START Exercise data

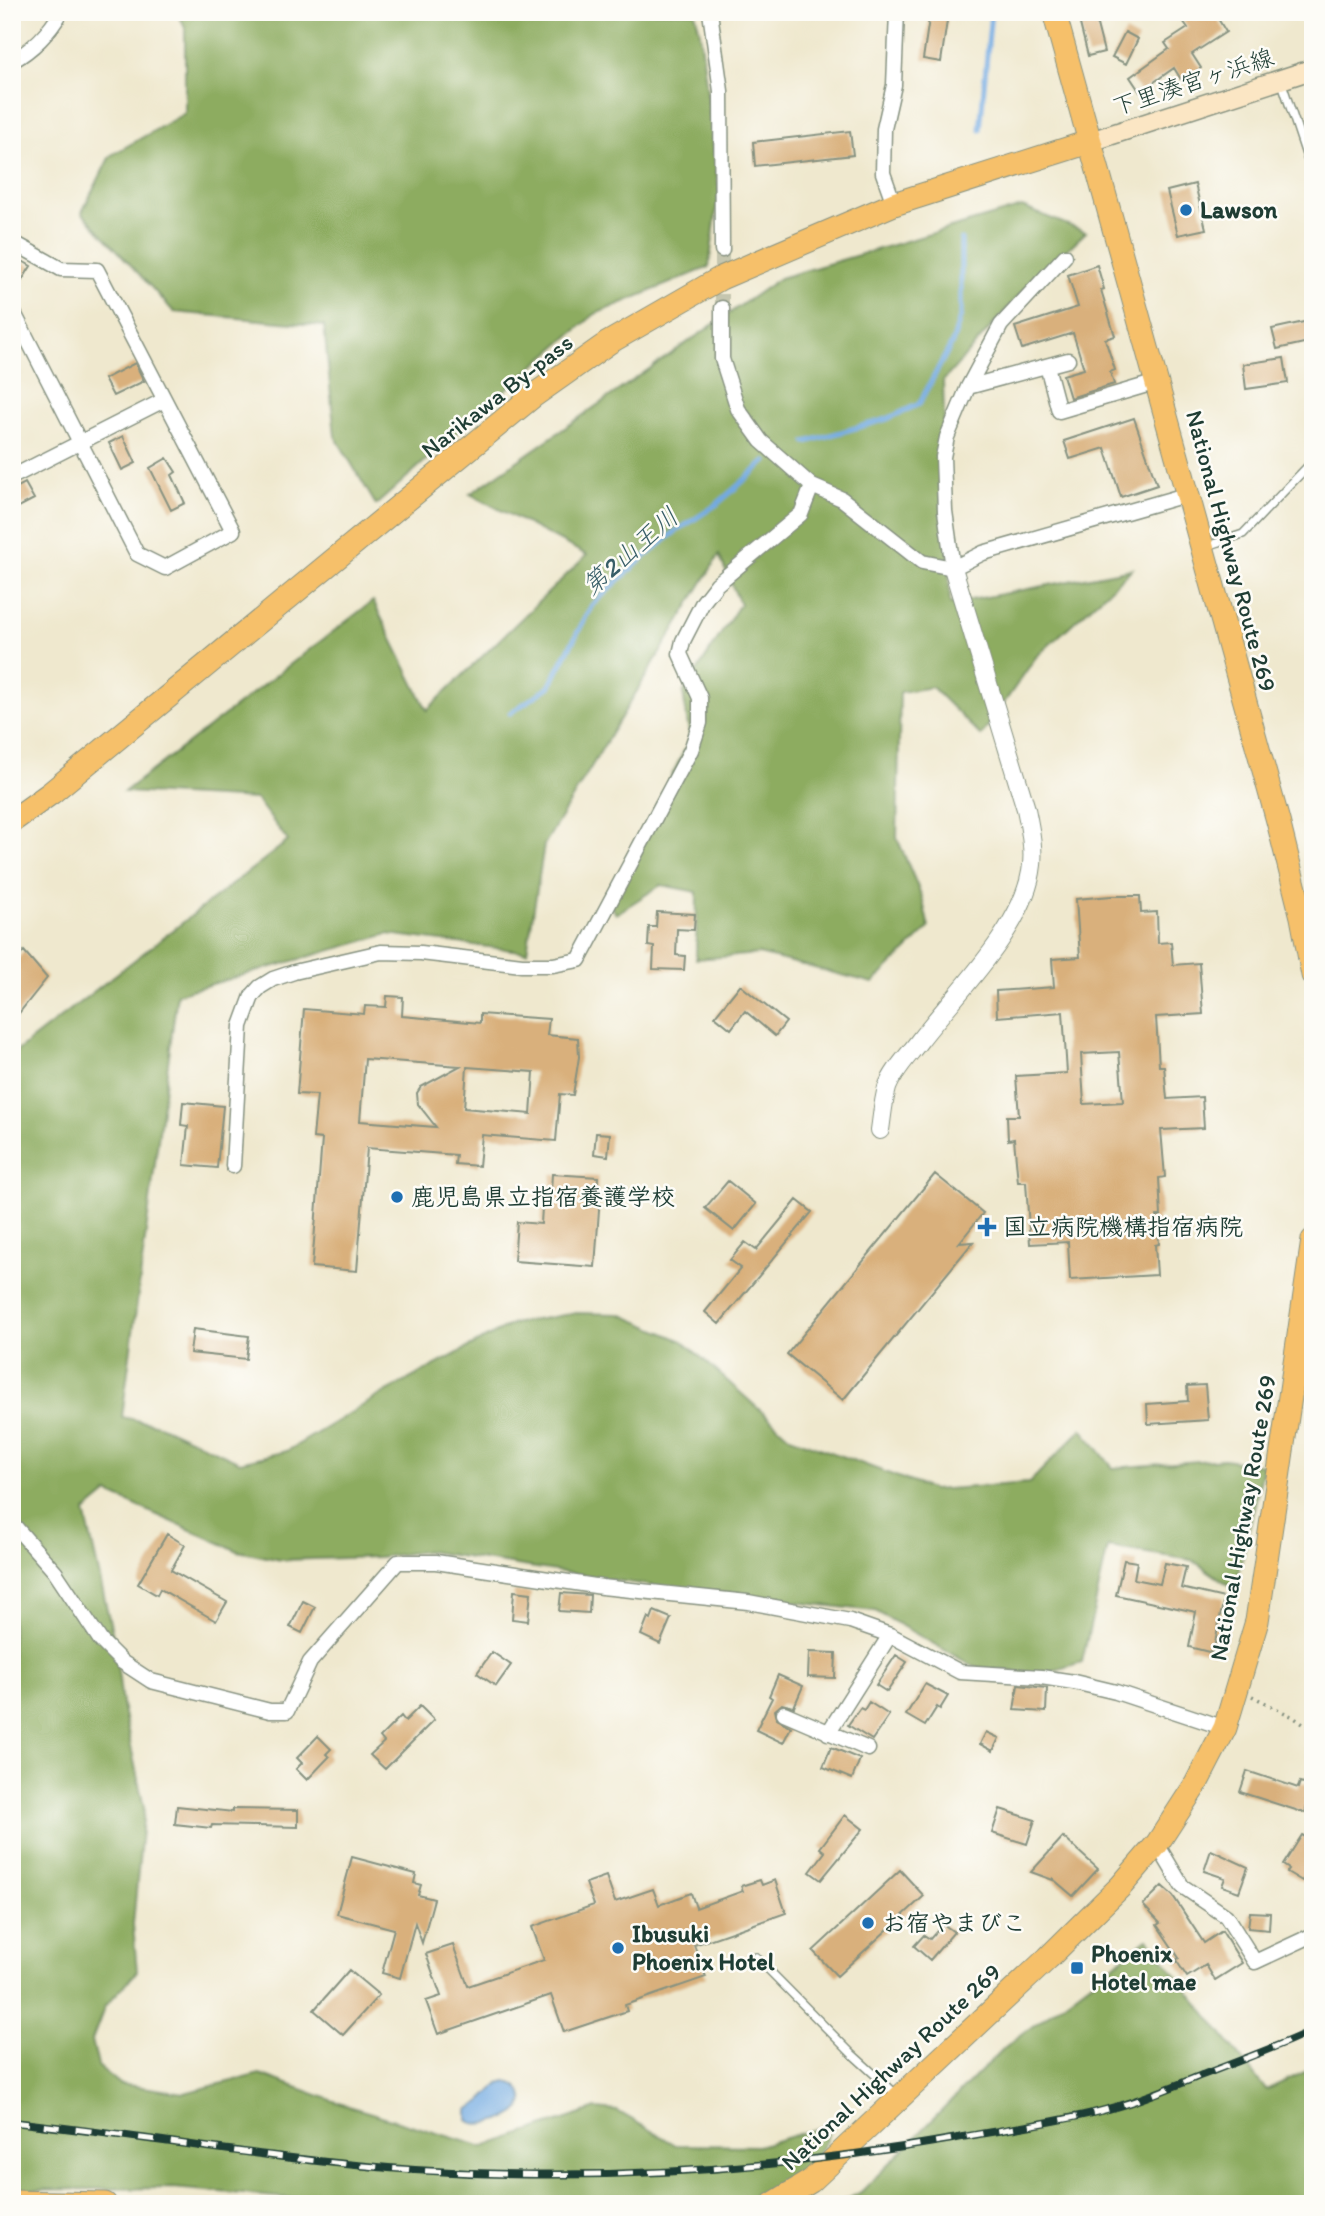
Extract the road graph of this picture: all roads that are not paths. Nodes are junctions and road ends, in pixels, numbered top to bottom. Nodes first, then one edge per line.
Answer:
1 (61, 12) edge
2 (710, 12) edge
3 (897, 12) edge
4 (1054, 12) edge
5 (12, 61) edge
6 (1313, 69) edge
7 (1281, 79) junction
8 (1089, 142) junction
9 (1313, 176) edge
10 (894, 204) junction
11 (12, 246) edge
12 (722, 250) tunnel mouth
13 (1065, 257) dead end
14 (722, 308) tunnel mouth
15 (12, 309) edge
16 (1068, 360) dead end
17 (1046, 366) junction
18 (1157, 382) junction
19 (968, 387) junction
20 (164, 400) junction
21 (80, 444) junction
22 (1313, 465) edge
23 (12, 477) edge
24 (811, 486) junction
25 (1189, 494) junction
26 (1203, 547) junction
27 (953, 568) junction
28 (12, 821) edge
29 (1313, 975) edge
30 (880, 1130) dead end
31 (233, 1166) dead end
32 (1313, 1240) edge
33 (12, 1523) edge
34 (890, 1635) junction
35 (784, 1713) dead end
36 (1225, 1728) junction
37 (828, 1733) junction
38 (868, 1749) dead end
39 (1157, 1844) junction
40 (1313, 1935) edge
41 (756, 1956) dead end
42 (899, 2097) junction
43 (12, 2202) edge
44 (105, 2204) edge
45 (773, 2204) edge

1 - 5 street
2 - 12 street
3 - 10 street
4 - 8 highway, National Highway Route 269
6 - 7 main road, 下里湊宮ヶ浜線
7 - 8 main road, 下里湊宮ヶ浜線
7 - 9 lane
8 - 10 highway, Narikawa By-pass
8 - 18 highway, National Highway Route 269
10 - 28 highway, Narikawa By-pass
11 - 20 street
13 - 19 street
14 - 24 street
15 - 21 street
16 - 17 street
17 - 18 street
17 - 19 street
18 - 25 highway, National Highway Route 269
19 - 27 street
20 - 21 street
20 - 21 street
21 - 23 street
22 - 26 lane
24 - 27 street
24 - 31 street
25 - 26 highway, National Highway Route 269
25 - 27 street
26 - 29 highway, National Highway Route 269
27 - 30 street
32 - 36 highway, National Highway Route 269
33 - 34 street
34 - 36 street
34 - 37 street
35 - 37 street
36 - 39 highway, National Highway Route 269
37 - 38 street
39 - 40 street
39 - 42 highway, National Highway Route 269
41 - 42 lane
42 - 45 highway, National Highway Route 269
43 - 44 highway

END Exercise data
START Exercise data

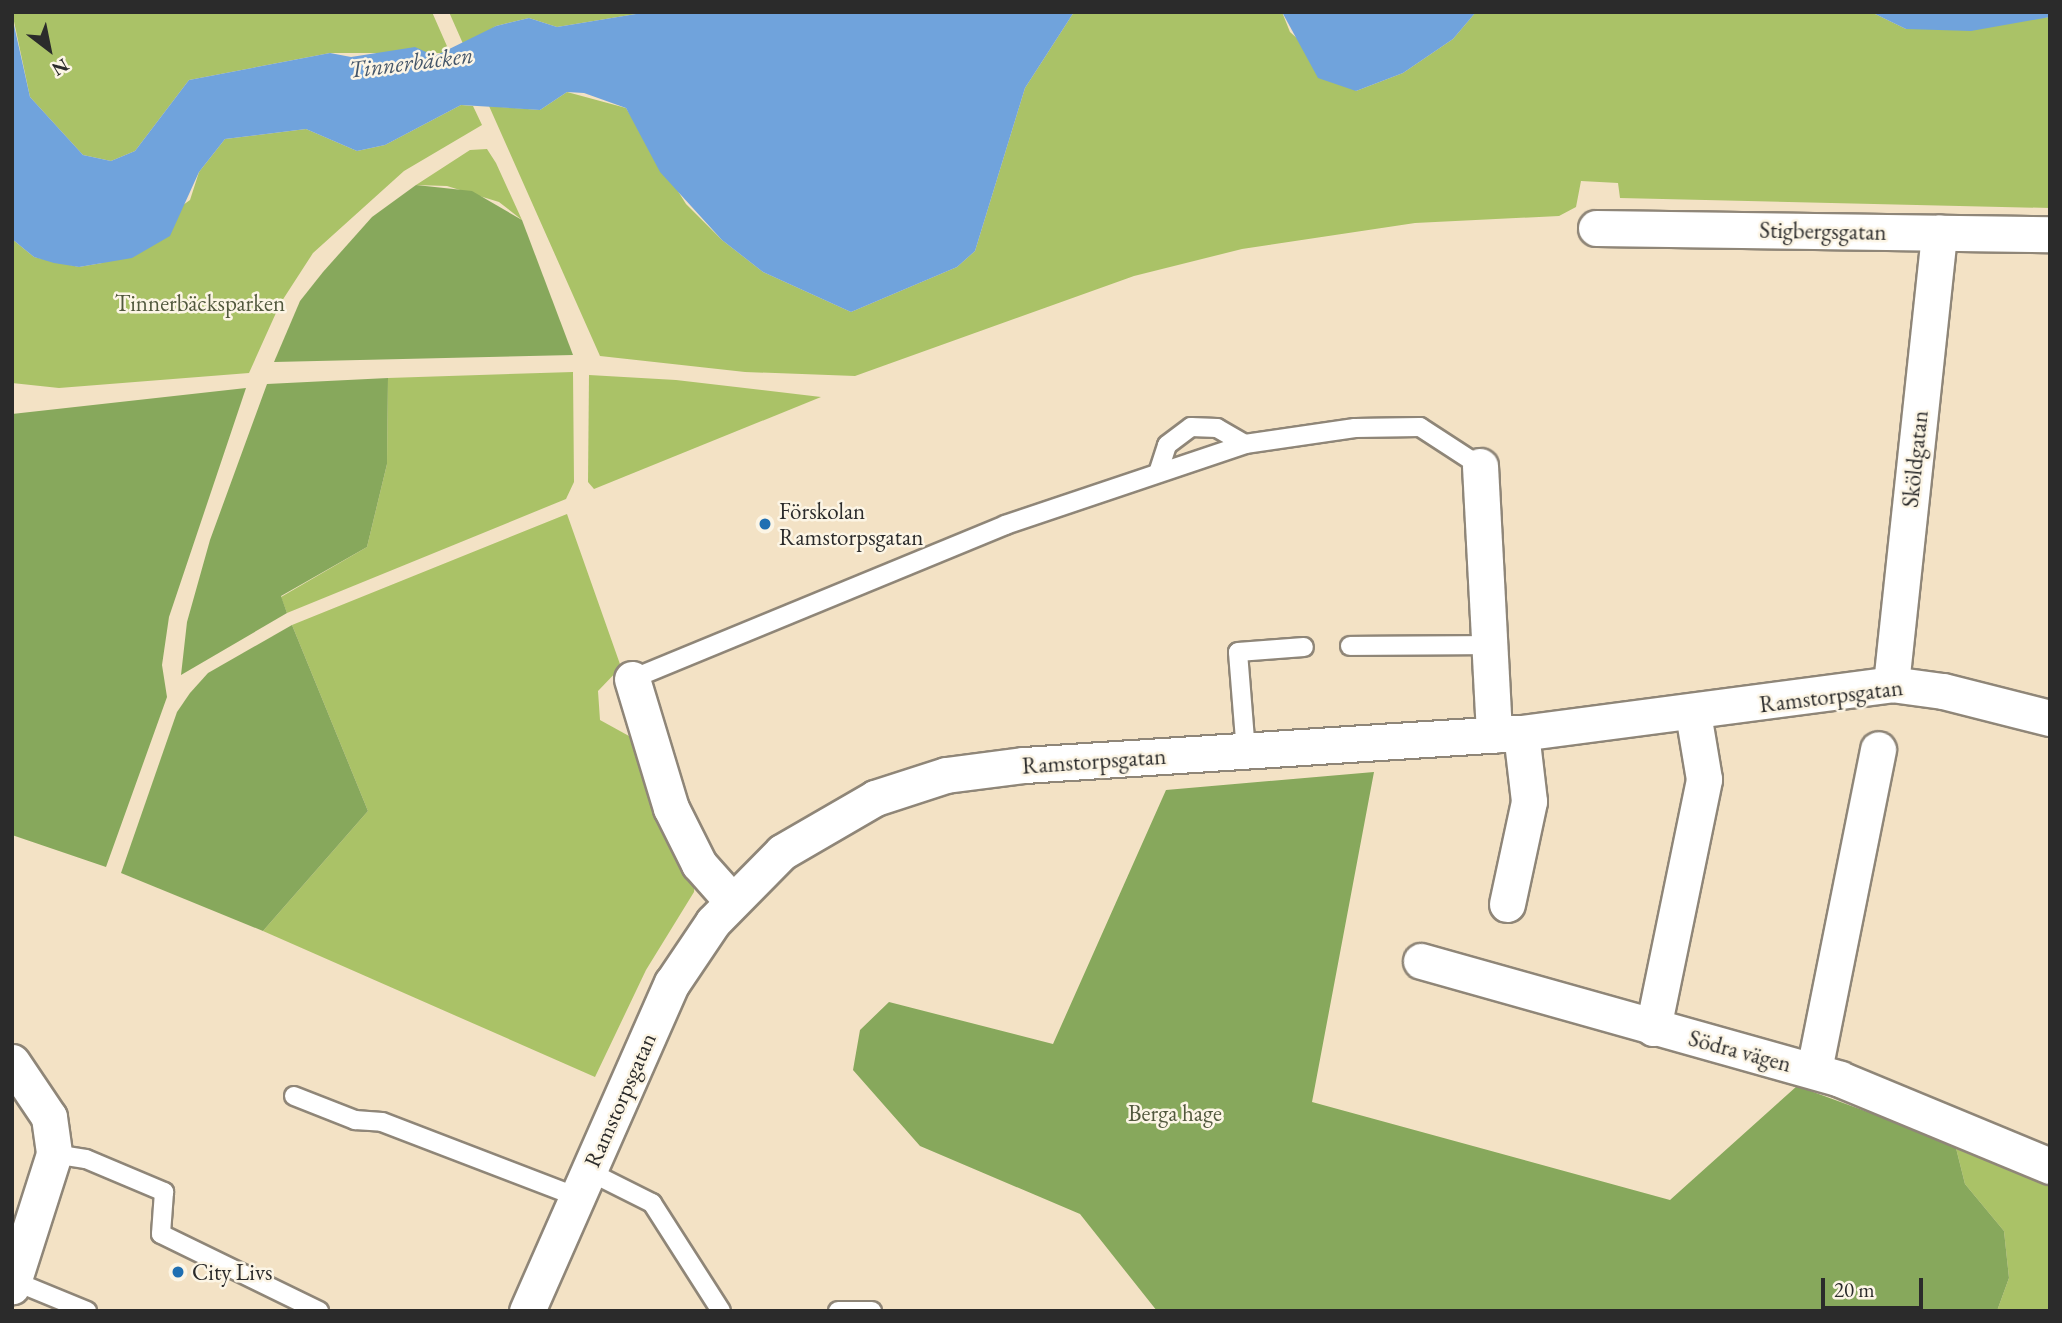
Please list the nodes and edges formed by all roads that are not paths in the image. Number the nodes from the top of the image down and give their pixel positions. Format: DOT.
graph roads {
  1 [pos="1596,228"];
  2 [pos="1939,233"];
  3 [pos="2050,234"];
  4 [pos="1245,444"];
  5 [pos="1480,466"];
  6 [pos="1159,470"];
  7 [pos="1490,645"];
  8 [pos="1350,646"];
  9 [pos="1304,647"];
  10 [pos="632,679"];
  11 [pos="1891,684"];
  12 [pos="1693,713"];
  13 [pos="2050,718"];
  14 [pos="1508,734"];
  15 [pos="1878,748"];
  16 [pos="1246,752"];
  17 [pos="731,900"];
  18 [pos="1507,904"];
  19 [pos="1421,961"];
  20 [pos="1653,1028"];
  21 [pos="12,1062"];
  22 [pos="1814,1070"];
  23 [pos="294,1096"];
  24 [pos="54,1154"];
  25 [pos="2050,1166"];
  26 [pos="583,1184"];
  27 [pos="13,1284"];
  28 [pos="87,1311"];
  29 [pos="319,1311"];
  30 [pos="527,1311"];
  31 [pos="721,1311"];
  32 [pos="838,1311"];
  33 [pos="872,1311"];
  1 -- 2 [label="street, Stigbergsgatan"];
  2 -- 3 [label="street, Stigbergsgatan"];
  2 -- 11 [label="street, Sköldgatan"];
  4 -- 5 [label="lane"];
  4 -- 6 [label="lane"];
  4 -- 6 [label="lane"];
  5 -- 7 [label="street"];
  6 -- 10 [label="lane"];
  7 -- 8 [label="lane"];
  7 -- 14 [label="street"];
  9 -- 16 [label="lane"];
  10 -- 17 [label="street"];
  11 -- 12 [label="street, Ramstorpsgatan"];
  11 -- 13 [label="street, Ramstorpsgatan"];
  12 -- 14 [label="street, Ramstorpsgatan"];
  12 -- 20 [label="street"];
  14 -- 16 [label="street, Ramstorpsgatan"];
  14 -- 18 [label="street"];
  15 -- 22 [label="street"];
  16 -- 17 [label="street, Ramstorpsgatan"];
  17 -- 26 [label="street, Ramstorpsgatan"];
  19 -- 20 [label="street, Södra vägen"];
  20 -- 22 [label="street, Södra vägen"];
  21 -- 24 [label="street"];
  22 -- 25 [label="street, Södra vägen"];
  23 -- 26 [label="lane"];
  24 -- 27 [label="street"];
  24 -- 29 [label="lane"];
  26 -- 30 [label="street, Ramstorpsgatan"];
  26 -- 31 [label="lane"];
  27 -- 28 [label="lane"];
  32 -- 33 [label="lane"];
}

END Exercise data

About this exercise | Pull every line containing "Södra" from the data.

Answer |
  19 -- 20 [label="street, Södra vägen"];
  20 -- 22 [label="street, Södra vägen"];
  22 -- 25 [label="street, Södra vägen"];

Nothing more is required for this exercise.